La mise en oeuvre de la règle posée par l'article 1326 du Code civil (N° Lexbase : L1437ABT), aux termes duquel "l'acte juridique par lequel une seule partie s'engage envers une autre à lui payer une somme d'argent [...] doit être constaté dans un titre qui comporte la signature de celui qui souscrit cet engagement ainsi que la mention, écrite par lui-même, de la somme [...] en toutes lettres et en chiffres", n'est pas sans soulever un certain nombre de difficultés. Nul n'ignore que la question de la nature de la règle a ainsi fait l'objet d'un certain nombre d'hésitations, la jurisprudence (spécialement la première chambre civile de la Cour de cassation) ayant été tentée, à une certaine époque, d'y voir une règle non plus de preuve (ce qu'elle avait pourtant toujours été), mais bien une règle de forme et, donc, de considérer que le non-respect de la règle emportait la nullité de l'opération (1). La discussion fut finalement tranchée par un arrêt de la première chambre civile de la Cour de cassation qui, en affirmant que l'engagement souscrit par la caution doit comporter sa signature ainsi que la mention, écrite de sa main, de la somme en toutes lettres et en chiffres de toute obligation déterminable au jour de l'engagement et, surtout, en décidant que ces règles de preuve ont pour finalité la protection de la caution, marquait un retour à une plus grande orthodoxie juridique (2). Mais si cette question a reçu une réponse satisfaisante, ainsi, d'ailleurs, que celle, non moins discutée, des accessoires dus par la caution (3), il reste que l'exigence de l'article 1326 continue de susciter un contentieux non négligeable (4). A quoi s'ajoute le fait que la modification de l'article 1326 par la loi du 13 mars 2000, portant adaptation du droit de la preuve aux technologies de l'information et signature électronique (loi n° 2000-230 N° Lexbase : L0274AIY) n'est pas, elle non plus, sans soulever quelques incertitudes : le texte exige en effet, depuis cette date, que la mention soit écrite par le débiteur "lui-même", et plus forcément, comme c'était le cas auparavant, "de sa main". Un important arrêt de la première chambre civile de la Cour de cassation en date du 13 mars 2008, faisant l'objet d'une diffusion maximale (à paraître au Bulletin, en ligne sur le site de la Cour et annoncé comme devant figurer dans son prochain Rapport annuel), mérite à cet égard d'être ici signalé.

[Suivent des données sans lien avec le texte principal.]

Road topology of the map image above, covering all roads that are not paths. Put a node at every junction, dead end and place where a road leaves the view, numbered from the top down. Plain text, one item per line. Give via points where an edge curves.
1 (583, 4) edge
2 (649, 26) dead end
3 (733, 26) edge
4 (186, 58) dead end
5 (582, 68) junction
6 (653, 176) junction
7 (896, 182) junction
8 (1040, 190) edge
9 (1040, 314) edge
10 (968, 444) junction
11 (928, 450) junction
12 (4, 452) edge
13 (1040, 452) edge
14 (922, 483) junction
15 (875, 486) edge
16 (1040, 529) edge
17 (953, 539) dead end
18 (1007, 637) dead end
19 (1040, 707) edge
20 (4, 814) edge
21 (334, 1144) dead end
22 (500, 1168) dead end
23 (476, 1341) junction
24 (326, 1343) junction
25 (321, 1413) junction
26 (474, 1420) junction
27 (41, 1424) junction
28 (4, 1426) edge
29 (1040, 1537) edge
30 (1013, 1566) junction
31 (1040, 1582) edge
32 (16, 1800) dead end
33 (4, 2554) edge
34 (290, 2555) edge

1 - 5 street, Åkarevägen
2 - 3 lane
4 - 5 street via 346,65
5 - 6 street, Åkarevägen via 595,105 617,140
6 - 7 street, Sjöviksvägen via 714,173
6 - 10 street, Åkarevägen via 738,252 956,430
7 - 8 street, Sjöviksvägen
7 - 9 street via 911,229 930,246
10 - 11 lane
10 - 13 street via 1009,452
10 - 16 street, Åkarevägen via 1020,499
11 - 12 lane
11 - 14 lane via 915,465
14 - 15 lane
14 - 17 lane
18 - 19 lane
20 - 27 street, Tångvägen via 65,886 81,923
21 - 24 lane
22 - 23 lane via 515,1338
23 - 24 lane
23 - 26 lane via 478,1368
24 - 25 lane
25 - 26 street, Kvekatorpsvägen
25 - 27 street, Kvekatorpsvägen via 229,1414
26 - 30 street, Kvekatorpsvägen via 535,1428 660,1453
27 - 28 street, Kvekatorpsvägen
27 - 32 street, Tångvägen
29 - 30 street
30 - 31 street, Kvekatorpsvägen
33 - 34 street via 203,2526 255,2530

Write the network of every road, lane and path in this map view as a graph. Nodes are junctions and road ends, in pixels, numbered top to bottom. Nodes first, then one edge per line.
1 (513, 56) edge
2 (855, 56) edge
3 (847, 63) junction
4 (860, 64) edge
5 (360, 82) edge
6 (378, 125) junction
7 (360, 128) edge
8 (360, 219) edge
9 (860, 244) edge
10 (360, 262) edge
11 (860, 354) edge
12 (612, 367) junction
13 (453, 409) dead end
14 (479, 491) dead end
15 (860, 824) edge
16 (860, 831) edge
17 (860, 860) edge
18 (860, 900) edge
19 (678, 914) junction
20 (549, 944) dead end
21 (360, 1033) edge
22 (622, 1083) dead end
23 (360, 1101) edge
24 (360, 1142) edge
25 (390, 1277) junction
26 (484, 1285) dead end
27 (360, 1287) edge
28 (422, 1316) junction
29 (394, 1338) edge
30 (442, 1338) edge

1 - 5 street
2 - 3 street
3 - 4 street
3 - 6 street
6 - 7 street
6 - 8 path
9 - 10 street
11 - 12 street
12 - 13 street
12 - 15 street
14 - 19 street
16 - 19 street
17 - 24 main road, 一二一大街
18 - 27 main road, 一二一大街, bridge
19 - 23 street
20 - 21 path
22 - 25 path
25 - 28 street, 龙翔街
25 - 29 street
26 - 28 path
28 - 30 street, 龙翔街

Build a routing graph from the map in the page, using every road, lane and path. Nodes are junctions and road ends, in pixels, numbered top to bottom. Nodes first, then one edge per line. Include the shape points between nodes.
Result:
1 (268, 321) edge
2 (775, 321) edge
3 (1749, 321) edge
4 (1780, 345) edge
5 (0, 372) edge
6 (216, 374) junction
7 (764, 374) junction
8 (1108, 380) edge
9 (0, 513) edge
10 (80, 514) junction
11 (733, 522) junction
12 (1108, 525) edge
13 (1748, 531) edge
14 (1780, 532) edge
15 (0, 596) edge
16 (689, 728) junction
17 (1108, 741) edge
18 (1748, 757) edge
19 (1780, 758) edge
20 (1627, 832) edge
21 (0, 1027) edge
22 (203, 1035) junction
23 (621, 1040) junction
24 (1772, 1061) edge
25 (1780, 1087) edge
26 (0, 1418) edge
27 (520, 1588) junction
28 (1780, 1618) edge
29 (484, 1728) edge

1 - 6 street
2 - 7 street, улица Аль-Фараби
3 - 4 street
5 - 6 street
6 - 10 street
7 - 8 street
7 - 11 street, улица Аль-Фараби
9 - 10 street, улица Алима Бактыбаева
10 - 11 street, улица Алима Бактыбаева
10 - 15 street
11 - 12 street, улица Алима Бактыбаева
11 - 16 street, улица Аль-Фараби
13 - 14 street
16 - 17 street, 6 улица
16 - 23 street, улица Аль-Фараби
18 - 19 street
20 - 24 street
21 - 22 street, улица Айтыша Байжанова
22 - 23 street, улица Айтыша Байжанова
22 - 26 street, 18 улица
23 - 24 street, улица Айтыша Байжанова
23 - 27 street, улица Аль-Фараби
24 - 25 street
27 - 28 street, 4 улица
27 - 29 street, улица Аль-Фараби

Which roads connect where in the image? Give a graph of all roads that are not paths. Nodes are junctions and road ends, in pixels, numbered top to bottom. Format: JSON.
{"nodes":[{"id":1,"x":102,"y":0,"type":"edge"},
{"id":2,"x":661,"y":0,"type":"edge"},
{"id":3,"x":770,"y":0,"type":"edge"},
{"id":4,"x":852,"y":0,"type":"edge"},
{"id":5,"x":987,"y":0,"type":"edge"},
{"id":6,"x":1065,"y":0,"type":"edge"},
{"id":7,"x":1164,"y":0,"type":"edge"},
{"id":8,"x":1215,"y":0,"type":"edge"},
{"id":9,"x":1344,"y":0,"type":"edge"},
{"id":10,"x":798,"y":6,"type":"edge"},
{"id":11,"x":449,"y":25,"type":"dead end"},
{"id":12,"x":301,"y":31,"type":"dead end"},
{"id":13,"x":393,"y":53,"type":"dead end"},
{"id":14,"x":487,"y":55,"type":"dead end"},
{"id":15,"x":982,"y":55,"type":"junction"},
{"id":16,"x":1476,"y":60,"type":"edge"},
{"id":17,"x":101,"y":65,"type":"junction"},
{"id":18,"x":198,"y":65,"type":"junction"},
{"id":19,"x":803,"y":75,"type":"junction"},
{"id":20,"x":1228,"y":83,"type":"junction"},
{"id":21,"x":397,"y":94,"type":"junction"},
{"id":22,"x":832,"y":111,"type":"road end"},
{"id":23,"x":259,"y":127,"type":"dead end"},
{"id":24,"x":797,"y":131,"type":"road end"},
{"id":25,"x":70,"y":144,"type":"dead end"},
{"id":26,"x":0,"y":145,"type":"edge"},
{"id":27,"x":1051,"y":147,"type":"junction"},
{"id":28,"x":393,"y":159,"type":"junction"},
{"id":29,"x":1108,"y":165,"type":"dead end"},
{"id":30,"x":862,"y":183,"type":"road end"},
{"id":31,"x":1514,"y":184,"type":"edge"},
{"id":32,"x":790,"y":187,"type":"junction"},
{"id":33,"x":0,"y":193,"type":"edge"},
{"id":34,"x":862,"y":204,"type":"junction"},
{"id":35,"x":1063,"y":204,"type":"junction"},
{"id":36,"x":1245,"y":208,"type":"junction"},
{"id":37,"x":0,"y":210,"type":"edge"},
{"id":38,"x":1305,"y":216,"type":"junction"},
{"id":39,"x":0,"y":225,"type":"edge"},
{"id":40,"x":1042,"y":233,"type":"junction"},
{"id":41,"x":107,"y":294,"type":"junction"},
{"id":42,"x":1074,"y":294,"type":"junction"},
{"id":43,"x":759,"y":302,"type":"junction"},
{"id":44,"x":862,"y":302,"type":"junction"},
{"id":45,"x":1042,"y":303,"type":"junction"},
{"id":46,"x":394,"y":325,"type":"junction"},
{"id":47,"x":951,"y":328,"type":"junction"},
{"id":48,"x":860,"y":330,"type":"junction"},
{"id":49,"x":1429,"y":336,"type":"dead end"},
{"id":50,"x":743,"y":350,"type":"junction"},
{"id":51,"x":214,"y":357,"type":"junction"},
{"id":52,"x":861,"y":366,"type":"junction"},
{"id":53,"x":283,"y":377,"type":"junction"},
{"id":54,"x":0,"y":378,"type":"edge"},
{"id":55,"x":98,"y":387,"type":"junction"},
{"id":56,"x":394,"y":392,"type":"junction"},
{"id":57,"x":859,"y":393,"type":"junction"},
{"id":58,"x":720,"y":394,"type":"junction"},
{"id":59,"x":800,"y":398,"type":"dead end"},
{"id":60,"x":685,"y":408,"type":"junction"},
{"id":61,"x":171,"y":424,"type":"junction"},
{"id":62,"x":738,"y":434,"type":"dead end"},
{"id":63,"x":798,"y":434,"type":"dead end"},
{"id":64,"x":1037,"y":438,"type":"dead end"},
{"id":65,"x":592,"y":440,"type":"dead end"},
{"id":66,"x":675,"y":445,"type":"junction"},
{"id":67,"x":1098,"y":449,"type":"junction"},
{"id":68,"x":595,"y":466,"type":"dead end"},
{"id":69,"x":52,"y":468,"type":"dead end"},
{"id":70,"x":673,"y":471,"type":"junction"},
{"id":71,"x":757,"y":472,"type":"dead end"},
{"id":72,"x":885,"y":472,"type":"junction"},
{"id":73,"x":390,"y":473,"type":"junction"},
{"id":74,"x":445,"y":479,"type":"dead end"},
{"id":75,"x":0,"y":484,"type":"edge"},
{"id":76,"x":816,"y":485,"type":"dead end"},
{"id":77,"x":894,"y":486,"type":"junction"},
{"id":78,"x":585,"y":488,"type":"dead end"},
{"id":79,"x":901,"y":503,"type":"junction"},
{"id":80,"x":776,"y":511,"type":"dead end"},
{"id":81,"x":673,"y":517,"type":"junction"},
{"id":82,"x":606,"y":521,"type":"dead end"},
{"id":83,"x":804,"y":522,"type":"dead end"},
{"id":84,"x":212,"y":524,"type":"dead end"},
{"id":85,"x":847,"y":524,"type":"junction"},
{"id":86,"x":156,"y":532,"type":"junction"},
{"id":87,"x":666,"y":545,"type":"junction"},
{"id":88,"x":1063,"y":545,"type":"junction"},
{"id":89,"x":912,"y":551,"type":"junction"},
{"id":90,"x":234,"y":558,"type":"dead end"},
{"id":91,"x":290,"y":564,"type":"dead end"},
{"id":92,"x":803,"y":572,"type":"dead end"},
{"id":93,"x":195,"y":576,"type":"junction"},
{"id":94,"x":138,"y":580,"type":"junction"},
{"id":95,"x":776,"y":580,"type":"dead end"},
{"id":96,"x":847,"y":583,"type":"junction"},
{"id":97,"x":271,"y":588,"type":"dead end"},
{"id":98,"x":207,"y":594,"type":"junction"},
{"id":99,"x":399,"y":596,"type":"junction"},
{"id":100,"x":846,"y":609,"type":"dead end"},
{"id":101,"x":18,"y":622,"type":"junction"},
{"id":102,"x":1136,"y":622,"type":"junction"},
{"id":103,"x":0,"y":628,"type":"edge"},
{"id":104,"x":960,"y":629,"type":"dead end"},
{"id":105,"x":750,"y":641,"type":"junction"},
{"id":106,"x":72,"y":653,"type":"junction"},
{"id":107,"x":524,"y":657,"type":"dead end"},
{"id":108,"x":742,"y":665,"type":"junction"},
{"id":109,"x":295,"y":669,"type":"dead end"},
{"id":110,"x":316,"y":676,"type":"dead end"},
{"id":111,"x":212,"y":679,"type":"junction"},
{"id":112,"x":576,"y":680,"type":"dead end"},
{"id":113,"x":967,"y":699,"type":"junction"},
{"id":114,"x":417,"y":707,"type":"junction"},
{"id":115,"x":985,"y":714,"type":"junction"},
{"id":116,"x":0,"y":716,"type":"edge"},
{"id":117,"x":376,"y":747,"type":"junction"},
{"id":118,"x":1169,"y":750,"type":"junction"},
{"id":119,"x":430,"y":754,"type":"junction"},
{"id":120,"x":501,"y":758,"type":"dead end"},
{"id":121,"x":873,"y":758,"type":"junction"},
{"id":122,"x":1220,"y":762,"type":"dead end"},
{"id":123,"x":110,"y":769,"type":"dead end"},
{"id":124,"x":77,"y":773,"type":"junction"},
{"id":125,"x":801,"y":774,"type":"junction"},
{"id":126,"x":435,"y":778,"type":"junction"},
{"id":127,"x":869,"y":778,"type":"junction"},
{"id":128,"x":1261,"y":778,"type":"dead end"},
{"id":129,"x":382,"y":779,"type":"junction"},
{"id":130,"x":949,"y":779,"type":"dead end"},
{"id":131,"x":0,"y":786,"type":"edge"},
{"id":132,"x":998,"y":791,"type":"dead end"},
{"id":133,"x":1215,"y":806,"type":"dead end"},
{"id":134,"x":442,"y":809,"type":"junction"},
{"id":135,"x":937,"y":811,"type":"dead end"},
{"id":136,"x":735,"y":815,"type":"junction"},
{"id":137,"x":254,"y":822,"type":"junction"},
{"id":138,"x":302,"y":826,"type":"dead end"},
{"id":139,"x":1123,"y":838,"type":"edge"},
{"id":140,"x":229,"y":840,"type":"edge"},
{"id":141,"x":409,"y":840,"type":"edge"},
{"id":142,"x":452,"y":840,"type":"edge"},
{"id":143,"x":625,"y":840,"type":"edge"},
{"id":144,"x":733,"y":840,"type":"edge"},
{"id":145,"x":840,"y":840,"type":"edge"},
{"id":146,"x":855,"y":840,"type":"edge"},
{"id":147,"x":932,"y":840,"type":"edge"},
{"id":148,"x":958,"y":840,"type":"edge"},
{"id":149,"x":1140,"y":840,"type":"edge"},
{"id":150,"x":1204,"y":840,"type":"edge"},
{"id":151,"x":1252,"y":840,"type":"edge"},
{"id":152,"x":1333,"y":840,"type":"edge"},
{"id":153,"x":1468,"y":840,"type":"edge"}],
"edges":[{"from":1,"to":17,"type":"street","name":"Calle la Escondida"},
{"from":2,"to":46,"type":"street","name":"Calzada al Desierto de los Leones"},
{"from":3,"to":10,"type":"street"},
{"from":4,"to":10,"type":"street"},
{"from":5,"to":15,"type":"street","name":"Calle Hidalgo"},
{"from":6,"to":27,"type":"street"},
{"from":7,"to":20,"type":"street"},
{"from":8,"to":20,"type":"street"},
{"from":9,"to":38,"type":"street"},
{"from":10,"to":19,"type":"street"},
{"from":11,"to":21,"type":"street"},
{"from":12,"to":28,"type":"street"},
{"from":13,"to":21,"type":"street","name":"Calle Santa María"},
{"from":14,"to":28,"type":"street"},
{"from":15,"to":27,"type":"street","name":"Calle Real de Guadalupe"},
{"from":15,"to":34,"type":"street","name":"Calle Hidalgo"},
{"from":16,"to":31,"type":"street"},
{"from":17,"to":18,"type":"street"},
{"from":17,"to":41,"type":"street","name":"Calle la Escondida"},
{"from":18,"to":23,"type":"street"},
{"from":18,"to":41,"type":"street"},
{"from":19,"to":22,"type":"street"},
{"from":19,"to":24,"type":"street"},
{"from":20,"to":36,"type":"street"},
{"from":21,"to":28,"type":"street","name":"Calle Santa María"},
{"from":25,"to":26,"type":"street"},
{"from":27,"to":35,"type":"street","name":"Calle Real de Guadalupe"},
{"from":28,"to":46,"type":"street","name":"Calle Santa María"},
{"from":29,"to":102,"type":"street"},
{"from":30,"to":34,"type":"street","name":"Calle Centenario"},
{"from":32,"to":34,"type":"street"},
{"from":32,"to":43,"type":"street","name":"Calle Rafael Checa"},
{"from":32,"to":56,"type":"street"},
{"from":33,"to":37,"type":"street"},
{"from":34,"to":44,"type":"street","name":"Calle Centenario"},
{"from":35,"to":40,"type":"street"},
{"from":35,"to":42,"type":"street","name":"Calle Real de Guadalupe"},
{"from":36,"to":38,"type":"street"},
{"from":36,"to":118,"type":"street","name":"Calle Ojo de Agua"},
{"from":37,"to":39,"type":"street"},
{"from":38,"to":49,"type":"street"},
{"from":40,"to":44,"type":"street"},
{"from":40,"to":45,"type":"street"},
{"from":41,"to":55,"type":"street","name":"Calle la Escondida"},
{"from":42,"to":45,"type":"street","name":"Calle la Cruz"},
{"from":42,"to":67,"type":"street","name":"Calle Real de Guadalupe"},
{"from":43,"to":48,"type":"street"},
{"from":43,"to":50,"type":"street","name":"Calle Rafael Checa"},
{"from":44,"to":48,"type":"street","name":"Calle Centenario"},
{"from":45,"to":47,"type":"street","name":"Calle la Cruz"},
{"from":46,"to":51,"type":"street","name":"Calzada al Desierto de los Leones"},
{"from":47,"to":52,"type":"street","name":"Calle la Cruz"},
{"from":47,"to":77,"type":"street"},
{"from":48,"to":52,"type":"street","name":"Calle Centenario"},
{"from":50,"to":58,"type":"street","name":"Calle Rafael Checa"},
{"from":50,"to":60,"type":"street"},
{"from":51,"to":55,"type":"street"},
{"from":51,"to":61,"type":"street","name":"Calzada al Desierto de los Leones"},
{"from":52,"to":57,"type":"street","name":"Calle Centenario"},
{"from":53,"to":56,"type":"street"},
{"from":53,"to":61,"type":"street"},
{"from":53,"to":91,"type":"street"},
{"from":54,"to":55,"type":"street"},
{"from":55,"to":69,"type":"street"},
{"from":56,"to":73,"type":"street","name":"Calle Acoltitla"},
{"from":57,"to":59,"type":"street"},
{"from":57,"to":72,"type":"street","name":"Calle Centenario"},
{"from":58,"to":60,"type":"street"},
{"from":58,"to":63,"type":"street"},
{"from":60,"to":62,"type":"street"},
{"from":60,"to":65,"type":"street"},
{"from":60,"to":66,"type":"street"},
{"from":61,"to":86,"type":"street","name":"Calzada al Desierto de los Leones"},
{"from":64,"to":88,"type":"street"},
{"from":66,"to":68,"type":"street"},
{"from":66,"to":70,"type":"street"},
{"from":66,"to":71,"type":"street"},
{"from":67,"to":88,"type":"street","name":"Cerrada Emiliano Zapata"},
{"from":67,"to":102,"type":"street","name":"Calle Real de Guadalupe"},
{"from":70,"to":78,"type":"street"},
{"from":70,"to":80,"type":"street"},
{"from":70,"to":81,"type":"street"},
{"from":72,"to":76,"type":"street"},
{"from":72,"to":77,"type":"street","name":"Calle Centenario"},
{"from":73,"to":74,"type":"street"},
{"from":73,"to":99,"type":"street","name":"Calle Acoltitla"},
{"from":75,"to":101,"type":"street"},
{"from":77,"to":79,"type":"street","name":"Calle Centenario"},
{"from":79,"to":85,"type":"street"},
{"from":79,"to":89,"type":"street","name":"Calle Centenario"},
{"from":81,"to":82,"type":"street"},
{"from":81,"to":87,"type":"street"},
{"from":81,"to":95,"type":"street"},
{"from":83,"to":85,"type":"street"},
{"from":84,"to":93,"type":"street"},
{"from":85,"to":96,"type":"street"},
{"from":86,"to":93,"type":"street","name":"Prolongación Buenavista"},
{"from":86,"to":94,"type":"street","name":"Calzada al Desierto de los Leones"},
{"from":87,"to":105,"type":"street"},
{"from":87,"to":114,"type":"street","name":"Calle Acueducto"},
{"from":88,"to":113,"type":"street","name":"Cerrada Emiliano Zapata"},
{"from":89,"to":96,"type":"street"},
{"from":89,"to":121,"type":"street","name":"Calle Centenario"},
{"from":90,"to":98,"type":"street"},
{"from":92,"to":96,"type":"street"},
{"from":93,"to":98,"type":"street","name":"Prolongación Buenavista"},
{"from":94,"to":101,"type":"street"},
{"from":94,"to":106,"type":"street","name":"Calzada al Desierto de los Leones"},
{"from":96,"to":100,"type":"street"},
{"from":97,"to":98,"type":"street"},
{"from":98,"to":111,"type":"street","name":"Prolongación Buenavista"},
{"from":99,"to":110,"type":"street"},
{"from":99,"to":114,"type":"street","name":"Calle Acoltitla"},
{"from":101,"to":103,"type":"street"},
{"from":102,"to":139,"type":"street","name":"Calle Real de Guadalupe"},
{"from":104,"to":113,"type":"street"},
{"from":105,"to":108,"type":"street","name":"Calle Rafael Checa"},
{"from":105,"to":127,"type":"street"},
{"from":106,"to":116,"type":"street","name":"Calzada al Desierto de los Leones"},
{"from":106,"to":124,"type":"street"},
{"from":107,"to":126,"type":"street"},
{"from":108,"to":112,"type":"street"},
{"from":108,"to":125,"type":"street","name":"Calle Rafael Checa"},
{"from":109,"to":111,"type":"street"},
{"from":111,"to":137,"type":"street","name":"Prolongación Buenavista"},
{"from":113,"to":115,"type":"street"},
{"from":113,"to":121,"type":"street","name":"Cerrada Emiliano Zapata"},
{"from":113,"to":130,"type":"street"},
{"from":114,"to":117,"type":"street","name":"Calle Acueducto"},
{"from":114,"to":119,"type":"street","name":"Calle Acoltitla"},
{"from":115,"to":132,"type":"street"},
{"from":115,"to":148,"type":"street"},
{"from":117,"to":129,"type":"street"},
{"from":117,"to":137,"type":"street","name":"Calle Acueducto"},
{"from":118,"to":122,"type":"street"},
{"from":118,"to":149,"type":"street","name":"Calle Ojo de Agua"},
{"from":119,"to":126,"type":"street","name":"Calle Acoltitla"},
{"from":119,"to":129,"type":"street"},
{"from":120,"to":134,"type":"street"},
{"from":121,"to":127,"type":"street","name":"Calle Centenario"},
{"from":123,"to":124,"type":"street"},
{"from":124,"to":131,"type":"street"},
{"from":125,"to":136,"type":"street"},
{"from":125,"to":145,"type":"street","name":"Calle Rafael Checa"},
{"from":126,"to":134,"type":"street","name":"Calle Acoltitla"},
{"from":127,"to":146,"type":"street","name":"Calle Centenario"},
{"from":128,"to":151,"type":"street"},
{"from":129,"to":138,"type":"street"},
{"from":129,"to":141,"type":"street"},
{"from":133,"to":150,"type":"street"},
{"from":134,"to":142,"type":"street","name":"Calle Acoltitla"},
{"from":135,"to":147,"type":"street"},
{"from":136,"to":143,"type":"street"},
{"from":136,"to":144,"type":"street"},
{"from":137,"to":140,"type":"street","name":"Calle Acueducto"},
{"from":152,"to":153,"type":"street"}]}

En l'espèce, produisant seulement un acte sous seing privé au contenu intégralement dactylographié, et par lequel un individu reconnaissait lui devoir, en lettres et en chiffres, le montant d'un prêt antérieurement consenti par virement bancaire, le prêteur l'avait assigné en remboursement. Mais, pour le débouter de sa demande, les juges du fond avaient retenu que l'acte produit, sur lequel seule la signature était de la main du débiteur, ne constituait qu'un commencement de preuve par écrit.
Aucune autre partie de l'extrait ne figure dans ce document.